Tag Archives: funerals with kids

“He would have loved you.”

We lost my grandpa suddenly, five years ago today. My husband James never met him.

“He would have loved you.”

I tell him that sometimes. When we’re watching baseball, when he’s curled up quietly reading a book, when he starts singing made-up songs, when he peels open a banana, when he falls asleep in the armchair watching something he really loves.

I tell him that because it’s easier than saying, “I wish he had had the chance. I wish he had known you. I wish he had just one shared moment with you in my mom’s dimmed kitchen after dinner, hands wrapped around mugs on the table, quietly conversing about the world.”

My husband, he doesn’t know what he missed. How can you love someone you never met? If he’d come into my life a year earlier, he would’ve maybe had the chance. Maybe.

And so I look at it with a grateful heart. Less than 9 months after my grandpa died, this blonde-haired blue-eyed Italian-Irish boy parked outside the Cheesecake Factory and walked me inside.

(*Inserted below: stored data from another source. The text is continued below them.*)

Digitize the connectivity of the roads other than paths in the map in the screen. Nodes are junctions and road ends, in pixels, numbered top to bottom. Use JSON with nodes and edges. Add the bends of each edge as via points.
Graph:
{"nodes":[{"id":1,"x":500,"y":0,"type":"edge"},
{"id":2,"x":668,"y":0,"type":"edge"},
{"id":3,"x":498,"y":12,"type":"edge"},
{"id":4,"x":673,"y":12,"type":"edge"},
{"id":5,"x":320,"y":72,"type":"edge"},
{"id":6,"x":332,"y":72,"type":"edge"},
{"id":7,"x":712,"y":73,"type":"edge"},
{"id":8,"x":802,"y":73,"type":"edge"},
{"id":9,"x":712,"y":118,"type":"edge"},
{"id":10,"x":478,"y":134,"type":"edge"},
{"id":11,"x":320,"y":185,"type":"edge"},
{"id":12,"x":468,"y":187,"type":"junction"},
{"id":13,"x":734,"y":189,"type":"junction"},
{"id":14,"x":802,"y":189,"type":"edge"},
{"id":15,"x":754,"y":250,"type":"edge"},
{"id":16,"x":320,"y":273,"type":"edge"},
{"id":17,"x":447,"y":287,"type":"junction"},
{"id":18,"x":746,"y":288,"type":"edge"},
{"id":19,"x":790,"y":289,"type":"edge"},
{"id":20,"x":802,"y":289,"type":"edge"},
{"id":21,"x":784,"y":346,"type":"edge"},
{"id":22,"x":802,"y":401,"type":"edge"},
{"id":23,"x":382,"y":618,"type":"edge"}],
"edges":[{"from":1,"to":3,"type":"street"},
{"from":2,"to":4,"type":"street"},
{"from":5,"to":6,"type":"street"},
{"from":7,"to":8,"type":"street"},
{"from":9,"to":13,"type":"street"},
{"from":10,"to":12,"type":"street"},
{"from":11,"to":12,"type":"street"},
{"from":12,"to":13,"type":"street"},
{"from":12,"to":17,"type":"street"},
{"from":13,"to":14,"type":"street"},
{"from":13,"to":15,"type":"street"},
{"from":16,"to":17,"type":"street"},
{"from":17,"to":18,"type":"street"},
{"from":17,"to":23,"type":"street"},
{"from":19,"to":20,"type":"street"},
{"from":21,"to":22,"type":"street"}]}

He reminded me about the love of baseball, the agony of 9 innings, of hard years and sticking with your team. He taught me that quiet can mean thoughtful. That words can be measured.

My grandfather lived three blocks from my aunt’s house. He showed up every day. In his actions and on their doorstep. He taught me what it means to give yourself to your family. And then, something changed, and he didn’t anymore. But we don’t remember him that way. We remember how he was for most of his life, how he loved his grandkids, the simple man he was.

I remember that cold first day of December, sitting on my knees with the kids, looking up at that video playing. Photo after photo. Song after song. When you’re the first grandkid, you see yourself over and over in those eulogy videos.

I cried the loudest in that room packed with people I hadn’t seen in years. In those photos, I could see all the time I’d had with him, all the things we’d done together, and how in the end it never felt like enough. You’re never ready for it to be over.

And so my husband shows me that sometimes God knows you’re hurting and He hands you a little piece of someone else. You catch yourself looking at your husband and remembering with sweetness what you once had, aching at the same time because you know they would’ve shared something special together.

You remember that quiet small actions matter. Love matters. Family matters. Showing up matters. On your doorstep or in your phone logs. However you can. However they need.

We're Just Plain Lucky

I remember how she smiled. It never quite reached her eyes. She’d stand back, arms folded across her crew neck sweatshirt. She’d watch the joy escaping through a little girl’s butterfly knees as they bounced up and down on Christmas morning.

And we couldn’t be mad at her for dying. We couldn’t be mad at her for dying.

Those moments when she held us close without ever holding us at all, those were the ones we had to keep. Most of our lives will be built not on holding her tight but dwelling on the faith she had in us.

It’s what happens when you lose someone young.

It’s what happens when you sit in the hearse and explain the folds and the sequins of the turquoise dress they buried her in. And why the flashers are on. And why the kids standing outside for a fire drill are staring and pointing at the limo passing by.

It’s what happens when you’ve got to be the biggest kid in a silent black car.

And you’ve got to stand in front of a couple hundred strangers, tell ‘em all that, “you never met that woman, but darling didn’t she already love you like that girl on Christmas morning? Darling, wouldn’t she have squeezed you in your candy cane pajamas?”

She would have.

I can’t be sure what happens when people pass away too soon. I can’t be confident whether we would’ve met this other side of them where they weren’t so caring, but I’d like to pretend that wasn’t true. I’d like to pretend, because the truth is, we get to imagine it.

We get to carry their words, their lessons, their photographs, in our pockets.

We get to hold onto them when we need strength. When getting up in the morning feels heavier. When pushing through the day seems unbearable. We get to hold onto those words and those lessons when we’re lost and we’re just plain lucky.

That’s what I wanted those strangers to know. They were just plain lucky to have her words in their back pockets.